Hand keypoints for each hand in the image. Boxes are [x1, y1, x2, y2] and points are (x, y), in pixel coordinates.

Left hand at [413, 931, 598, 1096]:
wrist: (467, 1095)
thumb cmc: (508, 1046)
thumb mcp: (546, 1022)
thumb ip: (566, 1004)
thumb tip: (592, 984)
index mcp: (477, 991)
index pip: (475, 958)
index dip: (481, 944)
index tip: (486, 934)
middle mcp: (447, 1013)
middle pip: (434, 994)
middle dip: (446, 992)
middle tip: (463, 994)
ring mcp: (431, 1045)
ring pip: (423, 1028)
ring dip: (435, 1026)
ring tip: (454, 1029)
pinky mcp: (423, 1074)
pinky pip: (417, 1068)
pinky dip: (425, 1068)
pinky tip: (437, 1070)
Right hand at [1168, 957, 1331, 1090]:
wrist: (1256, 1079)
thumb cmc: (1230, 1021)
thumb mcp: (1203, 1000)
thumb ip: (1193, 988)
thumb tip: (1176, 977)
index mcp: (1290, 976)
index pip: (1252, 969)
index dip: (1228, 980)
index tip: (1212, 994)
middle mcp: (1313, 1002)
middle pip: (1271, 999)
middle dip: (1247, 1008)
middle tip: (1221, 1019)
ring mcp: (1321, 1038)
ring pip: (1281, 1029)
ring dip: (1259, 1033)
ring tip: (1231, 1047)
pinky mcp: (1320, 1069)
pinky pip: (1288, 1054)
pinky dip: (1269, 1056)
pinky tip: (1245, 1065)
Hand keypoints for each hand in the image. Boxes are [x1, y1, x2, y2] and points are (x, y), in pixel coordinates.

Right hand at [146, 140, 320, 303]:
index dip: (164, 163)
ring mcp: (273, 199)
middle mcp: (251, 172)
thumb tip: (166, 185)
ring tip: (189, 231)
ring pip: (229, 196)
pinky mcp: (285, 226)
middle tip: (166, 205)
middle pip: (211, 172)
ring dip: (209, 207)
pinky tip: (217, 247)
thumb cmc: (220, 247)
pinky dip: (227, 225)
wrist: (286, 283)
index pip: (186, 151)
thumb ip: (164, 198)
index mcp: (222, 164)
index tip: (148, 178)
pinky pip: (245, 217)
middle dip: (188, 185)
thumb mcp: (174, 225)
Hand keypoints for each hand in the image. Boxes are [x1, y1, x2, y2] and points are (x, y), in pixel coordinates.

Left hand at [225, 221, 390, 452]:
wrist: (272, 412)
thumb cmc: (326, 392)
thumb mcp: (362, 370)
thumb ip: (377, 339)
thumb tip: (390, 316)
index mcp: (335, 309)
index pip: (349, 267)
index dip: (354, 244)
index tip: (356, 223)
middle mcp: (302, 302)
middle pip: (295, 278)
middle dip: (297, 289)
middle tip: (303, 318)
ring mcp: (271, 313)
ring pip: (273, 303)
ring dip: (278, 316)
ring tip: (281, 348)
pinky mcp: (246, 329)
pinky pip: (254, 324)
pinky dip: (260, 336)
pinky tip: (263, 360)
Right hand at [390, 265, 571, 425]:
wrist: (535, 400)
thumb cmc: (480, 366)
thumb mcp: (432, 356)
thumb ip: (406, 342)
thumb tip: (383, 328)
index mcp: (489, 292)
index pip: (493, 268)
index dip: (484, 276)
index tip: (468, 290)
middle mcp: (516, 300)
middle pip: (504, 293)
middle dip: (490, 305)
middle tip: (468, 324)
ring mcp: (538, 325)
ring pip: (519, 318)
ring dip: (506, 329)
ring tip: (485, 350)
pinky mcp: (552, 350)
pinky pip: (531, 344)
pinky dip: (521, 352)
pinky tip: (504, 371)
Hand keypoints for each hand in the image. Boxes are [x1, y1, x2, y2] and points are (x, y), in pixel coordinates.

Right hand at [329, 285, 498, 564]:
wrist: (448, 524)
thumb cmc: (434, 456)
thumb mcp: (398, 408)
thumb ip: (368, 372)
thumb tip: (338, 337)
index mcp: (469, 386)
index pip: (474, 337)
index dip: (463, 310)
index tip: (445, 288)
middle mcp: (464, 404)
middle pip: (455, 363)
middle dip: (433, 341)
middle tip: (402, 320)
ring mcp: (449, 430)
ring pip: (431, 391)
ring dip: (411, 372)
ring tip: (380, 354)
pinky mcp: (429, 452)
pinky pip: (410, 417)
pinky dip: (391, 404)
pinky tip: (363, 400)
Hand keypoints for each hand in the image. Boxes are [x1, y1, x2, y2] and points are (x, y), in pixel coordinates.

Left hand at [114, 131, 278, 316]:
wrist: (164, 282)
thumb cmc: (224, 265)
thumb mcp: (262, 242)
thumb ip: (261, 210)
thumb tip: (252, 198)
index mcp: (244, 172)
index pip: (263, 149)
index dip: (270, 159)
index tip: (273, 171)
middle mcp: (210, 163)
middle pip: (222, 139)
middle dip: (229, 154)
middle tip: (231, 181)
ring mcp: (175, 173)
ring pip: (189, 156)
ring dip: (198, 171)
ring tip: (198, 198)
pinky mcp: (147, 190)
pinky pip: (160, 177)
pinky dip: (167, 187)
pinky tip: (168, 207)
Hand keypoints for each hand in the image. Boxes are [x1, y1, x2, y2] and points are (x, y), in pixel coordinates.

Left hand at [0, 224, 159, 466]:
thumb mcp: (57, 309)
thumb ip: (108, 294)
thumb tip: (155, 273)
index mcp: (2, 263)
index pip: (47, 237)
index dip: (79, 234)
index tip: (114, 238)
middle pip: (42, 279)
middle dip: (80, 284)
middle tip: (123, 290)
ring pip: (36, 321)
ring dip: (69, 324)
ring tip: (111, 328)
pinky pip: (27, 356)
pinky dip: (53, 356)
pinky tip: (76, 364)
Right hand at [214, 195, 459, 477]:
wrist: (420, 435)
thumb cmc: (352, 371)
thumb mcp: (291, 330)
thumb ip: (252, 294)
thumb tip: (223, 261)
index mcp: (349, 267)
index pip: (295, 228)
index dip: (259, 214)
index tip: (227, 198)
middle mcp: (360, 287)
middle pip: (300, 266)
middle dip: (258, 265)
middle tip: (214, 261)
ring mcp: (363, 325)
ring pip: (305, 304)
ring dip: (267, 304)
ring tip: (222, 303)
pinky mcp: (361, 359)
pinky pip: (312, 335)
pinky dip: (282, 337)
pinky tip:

════════════════════

What to work on:
Using the records above, set down exactly the lines from the one with "index pip: (475, 958)" through the one with "pinky mcp: (285, 226)", inclusive, and nothing more.

Your response:
index pip: (475, 958)
index dip: (481, 944)
index tip: (486, 934)
middle mcp: (447, 1013)
middle pip: (434, 994)
middle dip: (446, 992)
middle tip: (463, 994)
ring mcp: (431, 1045)
ring pip: (423, 1028)
ring dip: (435, 1026)
ring tip: (454, 1029)
pinky mcp: (423, 1074)
pinky pip: (417, 1068)
pinky dip: (425, 1068)
pinky tip: (437, 1070)
Right hand at [1168, 957, 1331, 1090]:
wrist: (1256, 1079)
thumb cmc: (1230, 1021)
thumb mcp: (1203, 1000)
thumb ip: (1193, 988)
thumb tip: (1176, 977)
index mcp: (1290, 976)
index pip: (1252, 969)
index dip: (1228, 980)
index tip: (1212, 994)
middle mcp: (1313, 1002)
middle pip: (1271, 999)
middle dip: (1247, 1008)
middle tip: (1221, 1019)
ring mcp: (1321, 1038)
ring pip: (1281, 1029)
ring dip: (1259, 1033)
ring tip: (1231, 1047)
pinky mcp: (1320, 1069)
pinky pip: (1288, 1054)
pinky dip: (1269, 1056)
pinky tip: (1245, 1065)
Hand keypoints for each hand in the image. Boxes are [x1, y1, x2, y2] and points are (x, y), in pixel coordinates.

Right hand at [146, 140, 320, 303]:
index dip: (164, 163)
ring mcp: (273, 199)
middle mcp: (251, 172)
thumb tip: (166, 185)
ring tip: (189, 231)
ring pip: (229, 196)
pinky mcp: (285, 226)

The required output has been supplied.